**Directions for this task**
Scan each line of the records for the word "lane" and extract the ones that have it.

**Extracted entries**
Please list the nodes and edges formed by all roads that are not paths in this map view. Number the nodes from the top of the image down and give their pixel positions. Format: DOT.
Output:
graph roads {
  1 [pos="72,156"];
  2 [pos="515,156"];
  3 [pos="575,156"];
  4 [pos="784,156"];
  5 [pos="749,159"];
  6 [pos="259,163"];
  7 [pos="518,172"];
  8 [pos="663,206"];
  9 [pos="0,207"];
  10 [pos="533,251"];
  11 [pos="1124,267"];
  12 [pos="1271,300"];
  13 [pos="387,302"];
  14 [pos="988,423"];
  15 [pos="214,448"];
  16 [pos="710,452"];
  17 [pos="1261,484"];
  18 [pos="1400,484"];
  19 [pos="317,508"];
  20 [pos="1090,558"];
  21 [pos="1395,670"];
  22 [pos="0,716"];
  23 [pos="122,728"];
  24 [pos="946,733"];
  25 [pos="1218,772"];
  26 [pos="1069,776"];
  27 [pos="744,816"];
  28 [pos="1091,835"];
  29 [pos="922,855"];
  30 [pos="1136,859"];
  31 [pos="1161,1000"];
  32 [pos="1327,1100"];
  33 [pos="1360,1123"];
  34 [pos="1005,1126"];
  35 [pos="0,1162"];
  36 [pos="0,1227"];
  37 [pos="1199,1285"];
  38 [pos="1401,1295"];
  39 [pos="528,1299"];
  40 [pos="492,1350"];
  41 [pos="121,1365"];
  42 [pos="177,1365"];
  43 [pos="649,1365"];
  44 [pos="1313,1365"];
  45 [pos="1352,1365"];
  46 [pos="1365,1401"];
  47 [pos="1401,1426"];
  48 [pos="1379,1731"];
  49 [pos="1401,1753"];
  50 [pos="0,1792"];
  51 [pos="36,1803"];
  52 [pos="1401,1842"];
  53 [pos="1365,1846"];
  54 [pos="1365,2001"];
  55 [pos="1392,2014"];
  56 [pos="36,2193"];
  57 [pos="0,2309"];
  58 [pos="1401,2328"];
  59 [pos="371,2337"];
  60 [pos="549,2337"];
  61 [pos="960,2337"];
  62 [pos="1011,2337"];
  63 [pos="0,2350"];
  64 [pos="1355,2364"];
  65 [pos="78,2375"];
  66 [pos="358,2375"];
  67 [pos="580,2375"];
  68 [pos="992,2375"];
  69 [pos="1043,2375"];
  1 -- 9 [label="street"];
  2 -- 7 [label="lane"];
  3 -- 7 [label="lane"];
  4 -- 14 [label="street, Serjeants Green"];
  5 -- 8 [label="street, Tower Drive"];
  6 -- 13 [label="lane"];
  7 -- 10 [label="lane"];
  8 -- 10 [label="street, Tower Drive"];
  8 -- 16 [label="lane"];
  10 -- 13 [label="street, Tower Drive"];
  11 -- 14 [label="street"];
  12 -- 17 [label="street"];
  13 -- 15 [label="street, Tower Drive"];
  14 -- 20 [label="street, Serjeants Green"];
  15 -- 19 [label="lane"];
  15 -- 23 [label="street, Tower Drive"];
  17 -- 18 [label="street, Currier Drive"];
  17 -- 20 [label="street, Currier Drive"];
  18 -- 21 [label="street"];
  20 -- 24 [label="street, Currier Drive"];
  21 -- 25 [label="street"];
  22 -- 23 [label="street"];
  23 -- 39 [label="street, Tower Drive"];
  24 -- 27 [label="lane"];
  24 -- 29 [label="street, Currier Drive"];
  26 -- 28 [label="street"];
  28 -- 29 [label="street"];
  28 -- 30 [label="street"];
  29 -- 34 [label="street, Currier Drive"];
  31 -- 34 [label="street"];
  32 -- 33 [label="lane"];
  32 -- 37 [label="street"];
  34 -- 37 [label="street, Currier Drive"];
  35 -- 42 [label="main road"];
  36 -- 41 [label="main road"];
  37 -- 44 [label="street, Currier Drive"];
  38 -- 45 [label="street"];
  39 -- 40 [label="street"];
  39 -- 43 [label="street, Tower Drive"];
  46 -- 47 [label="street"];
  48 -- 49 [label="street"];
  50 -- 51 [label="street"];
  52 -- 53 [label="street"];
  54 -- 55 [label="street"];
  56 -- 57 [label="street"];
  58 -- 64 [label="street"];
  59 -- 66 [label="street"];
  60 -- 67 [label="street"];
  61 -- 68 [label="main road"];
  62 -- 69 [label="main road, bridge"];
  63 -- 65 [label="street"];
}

**Solved problem**
  2 -- 7 [label="lane"];
  3 -- 7 [label="lane"];
  6 -- 13 [label="lane"];
  7 -- 10 [label="lane"];
  8 -- 16 [label="lane"];
  15 -- 19 [label="lane"];
  24 -- 27 [label="lane"];
  32 -- 33 [label="lane"];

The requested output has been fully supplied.